[Saved entries]
BEGIN
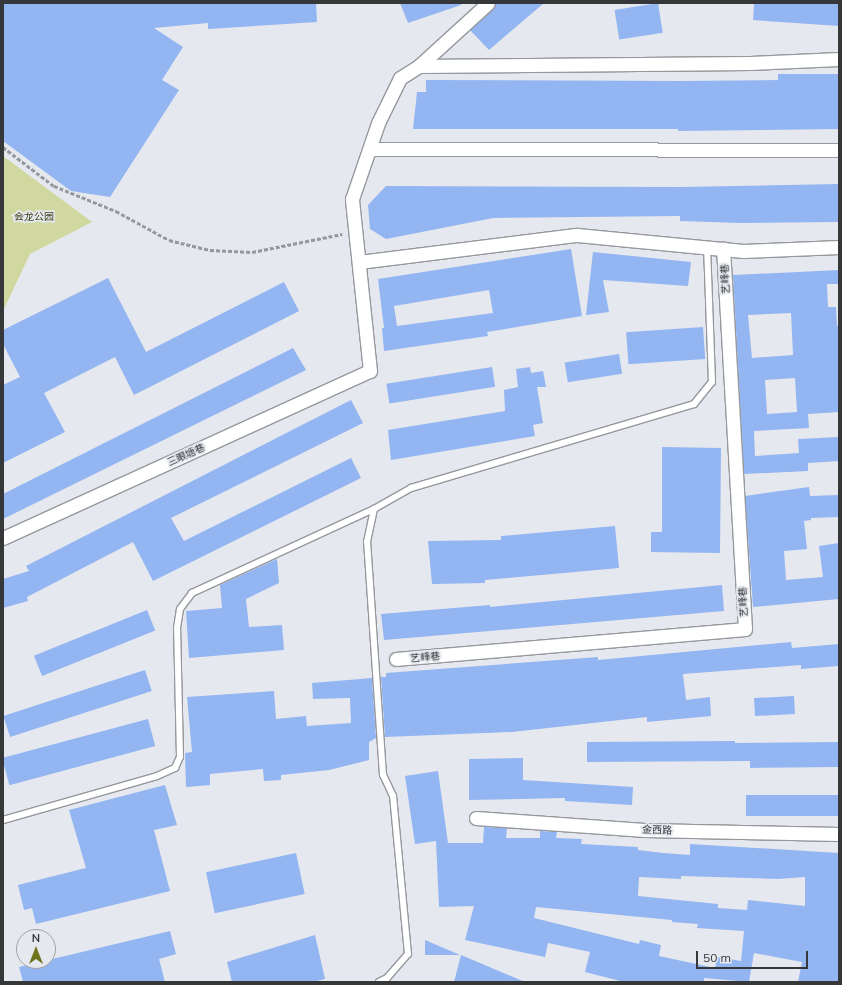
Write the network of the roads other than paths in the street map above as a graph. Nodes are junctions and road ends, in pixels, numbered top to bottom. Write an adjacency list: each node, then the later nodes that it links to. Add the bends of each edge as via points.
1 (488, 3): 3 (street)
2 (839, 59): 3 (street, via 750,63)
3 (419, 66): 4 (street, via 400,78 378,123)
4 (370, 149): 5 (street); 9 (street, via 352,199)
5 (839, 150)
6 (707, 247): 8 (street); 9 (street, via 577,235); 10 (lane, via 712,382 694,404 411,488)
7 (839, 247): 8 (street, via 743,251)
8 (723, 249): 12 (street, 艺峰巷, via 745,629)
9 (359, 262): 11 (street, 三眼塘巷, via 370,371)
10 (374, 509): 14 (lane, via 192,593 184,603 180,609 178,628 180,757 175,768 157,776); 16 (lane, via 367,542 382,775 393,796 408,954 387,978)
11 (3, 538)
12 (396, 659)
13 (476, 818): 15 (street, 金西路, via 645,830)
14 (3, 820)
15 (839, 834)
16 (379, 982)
END
Reproduce each record from above exactly; pictures do not belong in the copy.

Write the network of the roads other than paths in the street map above as a graph. Nodes are junctions and road ends, in pixels, numbered top to bottom. Write an adjacency list: each node, then the later nodes that it links to. Add the bends of each edge as via points.
1 (488, 3): 3 (street)
2 (839, 59): 3 (street, via 750,63)
3 (419, 66): 4 (street, via 400,78 378,123)
4 (370, 149): 5 (street); 9 (street, via 352,199)
5 (839, 150)
6 (707, 247): 8 (street); 9 (street, via 577,235); 10 (lane, via 712,382 694,404 411,488)
7 (839, 247): 8 (street, via 743,251)
8 (723, 249): 12 (street, 艺峰巷, via 745,629)
9 (359, 262): 11 (street, 三眼塘巷, via 370,371)
10 (374, 509): 14 (lane, via 192,593 184,603 180,609 178,628 180,757 175,768 157,776); 16 (lane, via 367,542 382,775 393,796 408,954 387,978)
11 (3, 538)
12 (396, 659)
13 (476, 818): 15 (street, 金西路, via 645,830)
14 (3, 820)
15 (839, 834)
16 (379, 982)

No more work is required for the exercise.